A simple and efficient way to avoid aggregation of nanoparticles is to immobilize them on a heterogeneous support, and this methodology also brings several practical advantages such as simpler separation of the catalyst from the reaction mixture and the possibility of catalyst recycling. To date, a wide range of porous solid supports has been developed for the immobilization of metal-based nanocatalysts, which includes carbon-based materials,4 metal-organic frameworks,5 metal oxides,6 polymers,7 and silica.8 

Inorganic porous materials have been used as supports because of their uniform porosity, size/shape selectivity, and significant thermal stability. However, the microporous system of traditional porous materials brings some drawbacks, such as slow diffusion of reactants and hindered access to and subsequent exit from the active sites located within the material. Consequently, a variety of novel mesoporous materials have been developed to overcome these drawbacks associated with microporous systems. The hierarchical porosity of these supports will increase the mass transfer rate, enlarge the external surface area, and enhance the volume of the reactors, which has significant advantages in organic reactions. Therefore, mesoporous silica has emerged as one of the most promising supports for transition metal nanoparticles owing to their good thermal stability, high surface area, tunable pore sizes, and straight-forward synthetic routes. In comparison to conventional mesoporous silica, mesoporous silica nanoparticles (MSNs) are expected to have better accessibility for reactants and a more uniform distribution in the reaction media (in liquid phase) because of their colloidal nature.

Herein, we present the preparation of an ultra-small MSN material with particle sizes between 28 and 45 nm and its application as a support for Au and Pd nanocatalysts. In this study, the cycloisomerization of alkynoic acids was chosen as the model reaction for the catalytic evaluation of synthesized catalysts.

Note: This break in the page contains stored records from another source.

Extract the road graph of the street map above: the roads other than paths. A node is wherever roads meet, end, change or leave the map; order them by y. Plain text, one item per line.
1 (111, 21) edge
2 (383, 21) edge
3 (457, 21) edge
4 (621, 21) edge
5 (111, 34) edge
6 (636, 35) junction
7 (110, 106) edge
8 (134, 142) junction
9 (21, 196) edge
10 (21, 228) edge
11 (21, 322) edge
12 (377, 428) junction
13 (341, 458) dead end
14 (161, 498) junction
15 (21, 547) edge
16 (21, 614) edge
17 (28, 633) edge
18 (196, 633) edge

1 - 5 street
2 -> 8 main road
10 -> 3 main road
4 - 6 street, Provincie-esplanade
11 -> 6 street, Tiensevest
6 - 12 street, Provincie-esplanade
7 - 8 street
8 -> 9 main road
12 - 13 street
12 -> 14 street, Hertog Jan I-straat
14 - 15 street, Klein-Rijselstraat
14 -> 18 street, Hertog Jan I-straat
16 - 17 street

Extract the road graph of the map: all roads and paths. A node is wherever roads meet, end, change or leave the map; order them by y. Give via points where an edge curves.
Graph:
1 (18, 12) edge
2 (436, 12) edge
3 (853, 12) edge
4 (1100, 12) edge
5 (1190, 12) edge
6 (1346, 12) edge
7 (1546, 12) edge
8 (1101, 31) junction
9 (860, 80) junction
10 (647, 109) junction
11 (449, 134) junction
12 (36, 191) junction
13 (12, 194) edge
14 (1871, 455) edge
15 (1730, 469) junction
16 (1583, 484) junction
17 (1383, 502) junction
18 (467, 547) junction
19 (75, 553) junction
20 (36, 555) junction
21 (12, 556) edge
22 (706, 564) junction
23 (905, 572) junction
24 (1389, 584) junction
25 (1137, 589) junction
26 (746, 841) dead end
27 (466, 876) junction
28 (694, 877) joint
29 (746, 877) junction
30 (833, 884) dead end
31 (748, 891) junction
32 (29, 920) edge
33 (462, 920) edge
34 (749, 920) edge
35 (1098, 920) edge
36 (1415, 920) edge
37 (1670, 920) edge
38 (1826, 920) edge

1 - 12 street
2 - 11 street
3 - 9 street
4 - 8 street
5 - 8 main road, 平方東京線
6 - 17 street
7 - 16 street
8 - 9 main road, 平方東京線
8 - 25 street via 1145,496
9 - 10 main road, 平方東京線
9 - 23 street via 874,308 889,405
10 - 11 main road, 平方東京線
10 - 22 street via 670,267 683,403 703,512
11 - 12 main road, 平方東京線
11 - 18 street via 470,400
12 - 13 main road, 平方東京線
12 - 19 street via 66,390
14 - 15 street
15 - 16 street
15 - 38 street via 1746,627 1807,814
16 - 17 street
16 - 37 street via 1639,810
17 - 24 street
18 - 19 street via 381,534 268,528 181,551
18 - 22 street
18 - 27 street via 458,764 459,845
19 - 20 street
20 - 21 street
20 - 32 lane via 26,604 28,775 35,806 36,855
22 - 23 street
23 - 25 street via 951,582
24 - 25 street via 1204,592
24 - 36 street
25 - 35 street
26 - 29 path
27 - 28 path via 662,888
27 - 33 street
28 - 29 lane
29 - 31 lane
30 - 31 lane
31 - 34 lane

The MSN material was synthesized at room temperature using the two surfactants, cetyl trimethylammonium bromide (CTAB) and F127, as structure directing agent and particle stabilization agent, respectively. The porosity of the MSNs was obtained by removing the surfactants from the pores of the MSNs under calcination. A pH adjustment protocol was applied to avoid aggregation of the MSNs, which could be thoroughly dispersed in aqueous solution, allowing them to be studied by dynamic light scattering (DLS). The MSNs form spherical particles with a narrow size distribution in the range of 35–45 nm, as depicted by DLS (Figure 1(a)). High-resolution scanning electron microscopy (HRSEM) analysis, on the other hand, showed that these nanoparticles were in sizes ranging from 28 to 45 nm (Figure S19), which is slightly smaller than those given by DLS, because this technique presents the size of particles together with a thin electric dipole layer from the solvent which is not visible by HRSEM. Scanning transmission electron microscopy (STEM) demonstrated that the mesopores were uniformly distributed with the diameters ranging from 2 to 4 nm (Figure 1(b)). N2 adsorption/desorption indicated a typical type IV isotherm of the MSNs with a specific surface area of 331 m2 g−1 and a total pore volume of 1.83 cm3 g−1 contributed by both mesopores and macropores (Figure S29). 3D electron tomography was performed on Pd loaded MSNs, and the reconstructured tomogram clearly shows that the mesopores are open to the external surface of the MSNs (Movie S19 and Figure S39).

FIG. 1.

(a) DLS of MSNs in water solution and (b) STEM image of MSNs showing its morphology and uniformly distributed mesostructures.

FIG. 1.

(a) DLS of MSNs in water solution and (b) STEM image of MSNs showing its morphology and uniformly distributed mesostructures.

Close modal

After amino-functionalization, the specific surface area of AmP-MSN (AmP = aminopropyl) decreased to 234 m2 g−1 and total pore volume to 1.60 cm3 g−1, as obtained from the N2 adsorption/desorption isotherm of the AmP-MSN (Figure S2). Because the major decrease of the specific area and pore volume occurred in the range between 0.8 and 1.0 relative pressure, the decrease is mainly attributed by the incorporation of aminopropyl groups in the macropores between the MSNs. This indicates that mainly the external surfaces of the MSN material, not the mesopores of the MSNs are functionalized with aminopropyl groups.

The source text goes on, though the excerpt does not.